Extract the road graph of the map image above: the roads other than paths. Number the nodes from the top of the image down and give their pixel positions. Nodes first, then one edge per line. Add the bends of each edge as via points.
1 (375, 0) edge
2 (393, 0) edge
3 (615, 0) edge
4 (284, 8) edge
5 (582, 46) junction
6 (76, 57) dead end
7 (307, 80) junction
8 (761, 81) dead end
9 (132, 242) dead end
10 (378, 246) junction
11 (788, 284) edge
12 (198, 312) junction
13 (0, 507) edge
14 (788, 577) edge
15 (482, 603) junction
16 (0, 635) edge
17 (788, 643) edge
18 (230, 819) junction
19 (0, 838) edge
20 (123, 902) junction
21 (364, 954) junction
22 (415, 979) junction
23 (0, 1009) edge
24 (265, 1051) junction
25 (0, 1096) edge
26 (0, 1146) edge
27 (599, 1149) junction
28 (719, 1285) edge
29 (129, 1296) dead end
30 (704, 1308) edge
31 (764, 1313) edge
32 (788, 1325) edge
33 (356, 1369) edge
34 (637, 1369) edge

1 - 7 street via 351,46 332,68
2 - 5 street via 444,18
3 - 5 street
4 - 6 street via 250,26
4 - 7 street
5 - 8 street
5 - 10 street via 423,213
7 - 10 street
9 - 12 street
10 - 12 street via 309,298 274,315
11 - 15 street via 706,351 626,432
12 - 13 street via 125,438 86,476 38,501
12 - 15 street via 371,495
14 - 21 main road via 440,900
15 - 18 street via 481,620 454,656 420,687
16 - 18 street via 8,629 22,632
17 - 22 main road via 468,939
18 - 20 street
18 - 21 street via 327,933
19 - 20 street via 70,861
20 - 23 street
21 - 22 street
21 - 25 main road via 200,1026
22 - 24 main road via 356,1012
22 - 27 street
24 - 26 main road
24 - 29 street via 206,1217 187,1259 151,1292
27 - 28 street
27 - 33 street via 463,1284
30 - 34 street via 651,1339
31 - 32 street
§ §
[Problem details] All entries are to be output exactly as they stand.

[Result]
Extract the road graph of the map image above: the roads other than paths. Number the nodes from the top of the image down and give their pixel positions. Nodes first, then one edge per line. Add the bends of each edge as via points.
1 (375, 0) edge
2 (393, 0) edge
3 (615, 0) edge
4 (284, 8) edge
5 (582, 46) junction
6 (76, 57) dead end
7 (307, 80) junction
8 (761, 81) dead end
9 (132, 242) dead end
10 (378, 246) junction
11 (788, 284) edge
12 (198, 312) junction
13 (0, 507) edge
14 (788, 577) edge
15 (482, 603) junction
16 (0, 635) edge
17 (788, 643) edge
18 (230, 819) junction
19 (0, 838) edge
20 (123, 902) junction
21 (364, 954) junction
22 (415, 979) junction
23 (0, 1009) edge
24 (265, 1051) junction
25 (0, 1096) edge
26 (0, 1146) edge
27 (599, 1149) junction
28 (719, 1285) edge
29 (129, 1296) dead end
30 (704, 1308) edge
31 (764, 1313) edge
32 (788, 1325) edge
33 (356, 1369) edge
34 (637, 1369) edge

1 - 7 street via 351,46 332,68
2 - 5 street via 444,18
3 - 5 street
4 - 6 street via 250,26
4 - 7 street
5 - 8 street
5 - 10 street via 423,213
7 - 10 street
9 - 12 street
10 - 12 street via 309,298 274,315
11 - 15 street via 706,351 626,432
12 - 13 street via 125,438 86,476 38,501
12 - 15 street via 371,495
14 - 21 main road via 440,900
15 - 18 street via 481,620 454,656 420,687
16 - 18 street via 8,629 22,632
17 - 22 main road via 468,939
18 - 20 street
18 - 21 street via 327,933
19 - 20 street via 70,861
20 - 23 street
21 - 22 street
21 - 25 main road via 200,1026
22 - 24 main road via 356,1012
22 - 27 street
24 - 26 main road
24 - 29 street via 206,1217 187,1259 151,1292
27 - 28 street
27 - 33 street via 463,1284
30 - 34 street via 651,1339
31 - 32 street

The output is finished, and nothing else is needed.